— Work task —
Show every line of the data that includes the word "Hasan".

** Opening Given entries block **

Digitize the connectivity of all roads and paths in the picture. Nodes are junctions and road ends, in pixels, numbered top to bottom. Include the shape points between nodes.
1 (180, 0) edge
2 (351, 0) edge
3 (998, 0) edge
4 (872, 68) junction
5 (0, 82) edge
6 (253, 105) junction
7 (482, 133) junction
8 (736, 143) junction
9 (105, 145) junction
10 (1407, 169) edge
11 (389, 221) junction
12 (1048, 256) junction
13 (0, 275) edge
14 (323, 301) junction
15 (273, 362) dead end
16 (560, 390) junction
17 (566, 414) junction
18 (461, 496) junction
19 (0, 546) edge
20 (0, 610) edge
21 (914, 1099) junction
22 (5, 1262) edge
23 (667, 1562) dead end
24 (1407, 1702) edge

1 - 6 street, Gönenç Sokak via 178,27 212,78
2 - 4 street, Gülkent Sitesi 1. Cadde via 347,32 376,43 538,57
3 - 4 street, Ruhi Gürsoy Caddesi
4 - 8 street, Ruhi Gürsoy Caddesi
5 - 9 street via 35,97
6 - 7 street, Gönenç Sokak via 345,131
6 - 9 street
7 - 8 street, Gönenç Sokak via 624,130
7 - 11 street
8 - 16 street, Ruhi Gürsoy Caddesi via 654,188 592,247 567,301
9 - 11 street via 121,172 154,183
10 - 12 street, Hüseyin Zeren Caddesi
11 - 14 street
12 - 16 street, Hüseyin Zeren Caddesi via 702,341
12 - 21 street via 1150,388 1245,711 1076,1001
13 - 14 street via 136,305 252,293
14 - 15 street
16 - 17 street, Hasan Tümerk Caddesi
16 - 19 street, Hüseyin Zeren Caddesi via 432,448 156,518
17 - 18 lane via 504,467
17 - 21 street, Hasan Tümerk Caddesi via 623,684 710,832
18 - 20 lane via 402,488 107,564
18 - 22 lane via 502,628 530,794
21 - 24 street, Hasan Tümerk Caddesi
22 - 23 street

** Closing Given entries block **

— Finished task —
16 - 17 street, Hasan Tümerk Caddesi
17 - 21 street, Hasan Tümerk Caddesi via 623,684 710,832
21 - 24 street, Hasan Tümerk Caddesi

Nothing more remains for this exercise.